═══ Data for review
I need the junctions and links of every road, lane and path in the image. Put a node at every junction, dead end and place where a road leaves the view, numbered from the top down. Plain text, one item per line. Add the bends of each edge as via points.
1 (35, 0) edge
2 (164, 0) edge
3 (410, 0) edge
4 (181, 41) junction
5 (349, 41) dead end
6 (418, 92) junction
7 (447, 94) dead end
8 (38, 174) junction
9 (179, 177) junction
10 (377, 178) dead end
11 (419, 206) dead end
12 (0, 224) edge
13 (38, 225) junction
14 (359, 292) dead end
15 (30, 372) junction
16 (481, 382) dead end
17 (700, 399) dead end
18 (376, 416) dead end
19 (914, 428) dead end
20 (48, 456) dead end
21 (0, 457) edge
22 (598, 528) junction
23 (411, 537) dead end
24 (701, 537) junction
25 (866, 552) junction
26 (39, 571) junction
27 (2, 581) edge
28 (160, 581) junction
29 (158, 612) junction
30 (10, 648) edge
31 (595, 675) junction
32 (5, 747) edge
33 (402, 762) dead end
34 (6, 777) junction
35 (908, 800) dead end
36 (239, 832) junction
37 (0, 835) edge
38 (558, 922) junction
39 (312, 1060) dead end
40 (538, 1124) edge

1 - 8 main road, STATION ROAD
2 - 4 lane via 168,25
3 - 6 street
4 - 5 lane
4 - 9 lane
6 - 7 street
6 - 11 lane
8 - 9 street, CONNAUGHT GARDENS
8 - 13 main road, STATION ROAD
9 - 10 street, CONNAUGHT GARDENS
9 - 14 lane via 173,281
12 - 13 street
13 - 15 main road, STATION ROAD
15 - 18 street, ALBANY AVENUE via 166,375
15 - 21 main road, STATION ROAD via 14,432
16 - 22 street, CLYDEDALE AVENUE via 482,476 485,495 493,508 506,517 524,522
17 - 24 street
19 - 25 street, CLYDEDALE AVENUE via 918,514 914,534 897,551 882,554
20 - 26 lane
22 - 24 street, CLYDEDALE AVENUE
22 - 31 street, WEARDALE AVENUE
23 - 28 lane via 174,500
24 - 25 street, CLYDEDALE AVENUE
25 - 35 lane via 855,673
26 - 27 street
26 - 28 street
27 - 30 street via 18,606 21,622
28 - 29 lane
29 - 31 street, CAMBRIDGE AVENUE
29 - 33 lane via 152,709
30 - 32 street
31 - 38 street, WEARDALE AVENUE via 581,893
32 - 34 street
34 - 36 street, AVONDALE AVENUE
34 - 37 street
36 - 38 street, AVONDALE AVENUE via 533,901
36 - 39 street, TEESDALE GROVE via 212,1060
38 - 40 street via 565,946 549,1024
══════
Exercise prompt:
Exactly as written, reproduce the whole listing.

Completed exercise:
I need the junctions and links of every road, lane and path in the image. Put a node at every junction, dead end and place where a road leaves the view, numbered from the top down. Plain text, one item per line. Add the bends of each edge as via points.
1 (35, 0) edge
2 (164, 0) edge
3 (410, 0) edge
4 (181, 41) junction
5 (349, 41) dead end
6 (418, 92) junction
7 (447, 94) dead end
8 (38, 174) junction
9 (179, 177) junction
10 (377, 178) dead end
11 (419, 206) dead end
12 (0, 224) edge
13 (38, 225) junction
14 (359, 292) dead end
15 (30, 372) junction
16 (481, 382) dead end
17 (700, 399) dead end
18 (376, 416) dead end
19 (914, 428) dead end
20 (48, 456) dead end
21 (0, 457) edge
22 (598, 528) junction
23 (411, 537) dead end
24 (701, 537) junction
25 (866, 552) junction
26 (39, 571) junction
27 (2, 581) edge
28 (160, 581) junction
29 (158, 612) junction
30 (10, 648) edge
31 (595, 675) junction
32 (5, 747) edge
33 (402, 762) dead end
34 (6, 777) junction
35 (908, 800) dead end
36 (239, 832) junction
37 (0, 835) edge
38 (558, 922) junction
39 (312, 1060) dead end
40 (538, 1124) edge

1 - 8 main road, STATION ROAD
2 - 4 lane via 168,25
3 - 6 street
4 - 5 lane
4 - 9 lane
6 - 7 street
6 - 11 lane
8 - 9 street, CONNAUGHT GARDENS
8 - 13 main road, STATION ROAD
9 - 10 street, CONNAUGHT GARDENS
9 - 14 lane via 173,281
12 - 13 street
13 - 15 main road, STATION ROAD
15 - 18 street, ALBANY AVENUE via 166,375
15 - 21 main road, STATION ROAD via 14,432
16 - 22 street, CLYDEDALE AVENUE via 482,476 485,495 493,508 506,517 524,522
17 - 24 street
19 - 25 street, CLYDEDALE AVENUE via 918,514 914,534 897,551 882,554
20 - 26 lane
22 - 24 street, CLYDEDALE AVENUE
22 - 31 street, WEARDALE AVENUE
23 - 28 lane via 174,500
24 - 25 street, CLYDEDALE AVENUE
25 - 35 lane via 855,673
26 - 27 street
26 - 28 street
27 - 30 street via 18,606 21,622
28 - 29 lane
29 - 31 street, CAMBRIDGE AVENUE
29 - 33 lane via 152,709
30 - 32 street
31 - 38 street, WEARDALE AVENUE via 581,893
32 - 34 street
34 - 36 street, AVONDALE AVENUE
34 - 37 street
36 - 38 street, AVONDALE AVENUE via 533,901
36 - 39 street, TEESDALE GROVE via 212,1060
38 - 40 street via 565,946 549,1024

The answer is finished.